**EXERCISE PROMPT**
Go through the records and filter out every line lacking the word "CALLE"; copy the lines that remain.

Stored data
┏━━
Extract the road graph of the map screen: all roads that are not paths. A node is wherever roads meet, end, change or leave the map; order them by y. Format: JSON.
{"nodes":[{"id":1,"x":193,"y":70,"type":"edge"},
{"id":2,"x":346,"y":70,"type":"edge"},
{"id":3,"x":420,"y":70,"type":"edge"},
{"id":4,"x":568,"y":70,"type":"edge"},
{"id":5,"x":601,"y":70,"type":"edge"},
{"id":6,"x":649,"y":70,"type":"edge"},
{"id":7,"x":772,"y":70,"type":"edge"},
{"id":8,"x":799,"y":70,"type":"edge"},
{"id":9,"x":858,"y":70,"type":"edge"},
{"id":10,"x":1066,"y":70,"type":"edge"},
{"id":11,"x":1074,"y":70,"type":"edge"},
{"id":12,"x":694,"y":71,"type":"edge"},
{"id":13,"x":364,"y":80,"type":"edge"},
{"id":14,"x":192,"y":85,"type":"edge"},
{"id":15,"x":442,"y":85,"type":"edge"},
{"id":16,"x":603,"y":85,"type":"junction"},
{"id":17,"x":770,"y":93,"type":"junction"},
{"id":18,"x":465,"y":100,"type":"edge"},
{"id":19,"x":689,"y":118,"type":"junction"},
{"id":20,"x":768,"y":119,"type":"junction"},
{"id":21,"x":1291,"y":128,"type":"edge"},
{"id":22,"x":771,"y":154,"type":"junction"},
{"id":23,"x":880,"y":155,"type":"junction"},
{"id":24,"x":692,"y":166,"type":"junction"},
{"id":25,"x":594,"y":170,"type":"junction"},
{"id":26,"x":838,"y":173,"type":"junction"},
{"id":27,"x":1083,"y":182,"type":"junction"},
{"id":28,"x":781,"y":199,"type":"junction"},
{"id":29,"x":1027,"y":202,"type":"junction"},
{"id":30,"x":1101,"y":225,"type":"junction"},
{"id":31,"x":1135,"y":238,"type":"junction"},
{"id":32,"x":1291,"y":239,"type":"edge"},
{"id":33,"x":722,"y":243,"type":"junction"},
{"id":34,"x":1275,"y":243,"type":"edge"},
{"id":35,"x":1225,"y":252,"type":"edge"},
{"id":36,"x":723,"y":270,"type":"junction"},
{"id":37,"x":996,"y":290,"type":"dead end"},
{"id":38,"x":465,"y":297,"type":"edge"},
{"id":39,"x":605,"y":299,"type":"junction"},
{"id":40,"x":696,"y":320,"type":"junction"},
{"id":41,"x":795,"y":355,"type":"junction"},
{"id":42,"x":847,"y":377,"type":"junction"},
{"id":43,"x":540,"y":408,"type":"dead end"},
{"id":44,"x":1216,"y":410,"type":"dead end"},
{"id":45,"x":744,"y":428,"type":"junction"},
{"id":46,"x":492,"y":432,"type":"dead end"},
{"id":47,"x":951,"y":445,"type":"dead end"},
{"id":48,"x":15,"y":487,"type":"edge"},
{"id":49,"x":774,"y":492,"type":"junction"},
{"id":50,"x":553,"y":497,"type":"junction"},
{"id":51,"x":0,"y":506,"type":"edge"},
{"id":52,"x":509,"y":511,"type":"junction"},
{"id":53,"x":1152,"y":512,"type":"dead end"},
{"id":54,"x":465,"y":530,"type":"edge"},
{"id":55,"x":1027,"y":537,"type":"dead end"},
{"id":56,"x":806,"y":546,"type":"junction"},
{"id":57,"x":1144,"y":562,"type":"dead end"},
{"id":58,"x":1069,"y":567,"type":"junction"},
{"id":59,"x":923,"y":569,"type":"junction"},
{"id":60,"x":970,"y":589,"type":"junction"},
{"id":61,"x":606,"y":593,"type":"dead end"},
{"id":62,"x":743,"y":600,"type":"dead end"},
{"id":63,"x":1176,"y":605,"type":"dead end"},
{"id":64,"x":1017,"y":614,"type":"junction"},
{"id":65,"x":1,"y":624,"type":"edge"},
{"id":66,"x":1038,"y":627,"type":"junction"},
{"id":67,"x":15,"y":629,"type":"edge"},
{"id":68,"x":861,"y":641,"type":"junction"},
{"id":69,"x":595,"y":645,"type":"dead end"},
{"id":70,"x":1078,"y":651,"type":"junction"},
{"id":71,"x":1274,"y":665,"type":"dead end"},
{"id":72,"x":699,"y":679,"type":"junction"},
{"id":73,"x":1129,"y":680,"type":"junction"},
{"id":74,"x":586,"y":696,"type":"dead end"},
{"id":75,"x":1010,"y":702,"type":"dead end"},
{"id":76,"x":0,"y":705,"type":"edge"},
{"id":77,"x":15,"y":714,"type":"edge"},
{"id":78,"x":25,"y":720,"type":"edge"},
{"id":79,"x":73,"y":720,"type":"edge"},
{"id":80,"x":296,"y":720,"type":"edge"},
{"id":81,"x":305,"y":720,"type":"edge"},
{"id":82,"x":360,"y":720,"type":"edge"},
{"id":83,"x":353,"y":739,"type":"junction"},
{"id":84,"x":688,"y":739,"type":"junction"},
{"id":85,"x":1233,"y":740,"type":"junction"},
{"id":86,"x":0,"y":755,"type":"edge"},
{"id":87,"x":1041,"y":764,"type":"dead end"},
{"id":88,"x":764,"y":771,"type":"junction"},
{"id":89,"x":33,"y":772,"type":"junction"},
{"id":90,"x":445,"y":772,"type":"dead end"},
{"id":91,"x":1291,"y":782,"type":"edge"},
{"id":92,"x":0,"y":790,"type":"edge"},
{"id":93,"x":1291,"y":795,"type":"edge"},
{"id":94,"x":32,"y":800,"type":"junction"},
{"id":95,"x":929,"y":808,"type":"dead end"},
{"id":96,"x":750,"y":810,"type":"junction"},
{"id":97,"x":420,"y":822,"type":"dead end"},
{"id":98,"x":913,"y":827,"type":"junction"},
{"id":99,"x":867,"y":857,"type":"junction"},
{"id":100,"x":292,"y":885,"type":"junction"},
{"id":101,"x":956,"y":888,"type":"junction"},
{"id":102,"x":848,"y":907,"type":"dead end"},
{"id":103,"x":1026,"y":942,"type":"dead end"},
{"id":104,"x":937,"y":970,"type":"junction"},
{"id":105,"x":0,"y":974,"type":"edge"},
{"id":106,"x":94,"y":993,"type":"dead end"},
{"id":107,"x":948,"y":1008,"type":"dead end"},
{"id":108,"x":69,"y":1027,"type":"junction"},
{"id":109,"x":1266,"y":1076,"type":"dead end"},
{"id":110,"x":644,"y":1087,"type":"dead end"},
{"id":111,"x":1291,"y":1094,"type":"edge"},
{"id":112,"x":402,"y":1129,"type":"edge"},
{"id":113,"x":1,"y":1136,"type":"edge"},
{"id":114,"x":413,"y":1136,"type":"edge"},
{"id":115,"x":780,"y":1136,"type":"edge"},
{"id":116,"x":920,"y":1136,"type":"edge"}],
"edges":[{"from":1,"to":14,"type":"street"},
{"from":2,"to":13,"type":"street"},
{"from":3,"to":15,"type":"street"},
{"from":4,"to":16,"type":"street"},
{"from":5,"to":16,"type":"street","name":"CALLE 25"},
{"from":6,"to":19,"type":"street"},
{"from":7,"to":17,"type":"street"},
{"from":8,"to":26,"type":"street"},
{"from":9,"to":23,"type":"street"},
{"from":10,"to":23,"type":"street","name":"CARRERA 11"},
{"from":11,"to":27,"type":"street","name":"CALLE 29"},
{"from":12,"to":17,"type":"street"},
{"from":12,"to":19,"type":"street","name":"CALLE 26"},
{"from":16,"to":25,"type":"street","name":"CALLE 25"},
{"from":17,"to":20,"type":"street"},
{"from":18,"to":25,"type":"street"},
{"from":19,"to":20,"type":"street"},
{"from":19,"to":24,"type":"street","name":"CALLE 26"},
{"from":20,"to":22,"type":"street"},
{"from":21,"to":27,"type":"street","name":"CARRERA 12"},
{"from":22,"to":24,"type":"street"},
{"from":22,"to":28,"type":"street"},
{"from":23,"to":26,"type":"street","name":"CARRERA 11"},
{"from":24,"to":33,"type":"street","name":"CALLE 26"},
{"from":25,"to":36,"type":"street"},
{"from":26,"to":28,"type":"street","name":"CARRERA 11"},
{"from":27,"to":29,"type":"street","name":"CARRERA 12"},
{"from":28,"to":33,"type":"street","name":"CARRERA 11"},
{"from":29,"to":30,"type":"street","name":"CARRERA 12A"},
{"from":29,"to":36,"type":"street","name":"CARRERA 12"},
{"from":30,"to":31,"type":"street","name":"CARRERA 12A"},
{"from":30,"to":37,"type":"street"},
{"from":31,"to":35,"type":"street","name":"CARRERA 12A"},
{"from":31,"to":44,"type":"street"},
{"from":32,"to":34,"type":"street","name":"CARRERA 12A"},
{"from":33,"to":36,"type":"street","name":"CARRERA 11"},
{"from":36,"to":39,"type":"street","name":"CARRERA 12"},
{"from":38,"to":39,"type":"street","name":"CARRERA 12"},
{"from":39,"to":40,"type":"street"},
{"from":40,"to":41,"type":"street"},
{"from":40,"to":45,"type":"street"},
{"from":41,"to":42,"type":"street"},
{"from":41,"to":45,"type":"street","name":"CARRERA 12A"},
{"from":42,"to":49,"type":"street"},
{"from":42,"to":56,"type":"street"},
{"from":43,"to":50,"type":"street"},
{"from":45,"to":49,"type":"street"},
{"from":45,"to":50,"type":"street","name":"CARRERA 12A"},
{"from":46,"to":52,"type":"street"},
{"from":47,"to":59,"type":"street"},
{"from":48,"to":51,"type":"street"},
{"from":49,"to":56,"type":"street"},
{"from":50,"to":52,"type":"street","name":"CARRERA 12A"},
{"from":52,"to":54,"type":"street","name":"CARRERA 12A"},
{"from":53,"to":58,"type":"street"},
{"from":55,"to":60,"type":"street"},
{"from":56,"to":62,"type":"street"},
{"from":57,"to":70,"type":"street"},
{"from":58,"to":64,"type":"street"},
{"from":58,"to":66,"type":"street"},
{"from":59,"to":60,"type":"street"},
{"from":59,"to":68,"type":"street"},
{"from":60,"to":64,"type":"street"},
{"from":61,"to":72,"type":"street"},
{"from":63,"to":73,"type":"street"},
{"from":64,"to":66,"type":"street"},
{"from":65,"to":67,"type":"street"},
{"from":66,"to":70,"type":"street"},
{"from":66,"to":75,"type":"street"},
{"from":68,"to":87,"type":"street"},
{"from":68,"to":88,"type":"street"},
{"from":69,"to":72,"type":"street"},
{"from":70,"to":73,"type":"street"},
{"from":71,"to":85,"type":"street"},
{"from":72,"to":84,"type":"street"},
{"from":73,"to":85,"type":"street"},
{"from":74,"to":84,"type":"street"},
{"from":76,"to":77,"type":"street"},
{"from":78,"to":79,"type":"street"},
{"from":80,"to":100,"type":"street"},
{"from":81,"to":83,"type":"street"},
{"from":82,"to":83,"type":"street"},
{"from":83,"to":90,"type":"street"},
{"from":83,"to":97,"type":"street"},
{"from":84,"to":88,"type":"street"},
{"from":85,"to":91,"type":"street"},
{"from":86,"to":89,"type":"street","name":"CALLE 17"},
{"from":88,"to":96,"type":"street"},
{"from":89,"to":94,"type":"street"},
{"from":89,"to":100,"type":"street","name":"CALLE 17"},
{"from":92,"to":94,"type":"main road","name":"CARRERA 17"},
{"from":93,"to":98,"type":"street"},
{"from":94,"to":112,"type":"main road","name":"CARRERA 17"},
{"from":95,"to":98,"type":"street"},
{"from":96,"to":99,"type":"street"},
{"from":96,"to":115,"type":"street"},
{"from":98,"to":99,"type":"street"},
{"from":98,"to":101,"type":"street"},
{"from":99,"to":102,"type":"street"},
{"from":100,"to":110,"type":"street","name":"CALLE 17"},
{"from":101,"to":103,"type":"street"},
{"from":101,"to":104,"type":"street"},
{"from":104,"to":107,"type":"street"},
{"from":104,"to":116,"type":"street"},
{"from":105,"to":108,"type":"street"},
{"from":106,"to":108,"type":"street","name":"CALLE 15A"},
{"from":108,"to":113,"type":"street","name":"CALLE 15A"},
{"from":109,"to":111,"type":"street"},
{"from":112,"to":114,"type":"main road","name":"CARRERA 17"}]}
┗━━
**ANSWER TO THE EXERCISE**
{"from":5,"to":16,"type":"street","name":"CALLE 25"},
{"from":11,"to":27,"type":"street","name":"CALLE 29"},
{"from":12,"to":19,"type":"street","name":"CALLE 26"},
{"from":16,"to":25,"type":"street","name":"CALLE 25"},
{"from":19,"to":24,"type":"street","name":"CALLE 26"},
{"from":24,"to":33,"type":"street","name":"CALLE 26"},
{"from":86,"to":89,"type":"street","name":"CALLE 17"},
{"from":89,"to":100,"type":"street","name":"CALLE 17"},
{"from":100,"to":110,"type":"street","name":"CALLE 17"},
{"from":106,"to":108,"type":"street","name":"CALLE 15A"},
{"from":108,"to":113,"type":"street","name":"CALLE 15A"},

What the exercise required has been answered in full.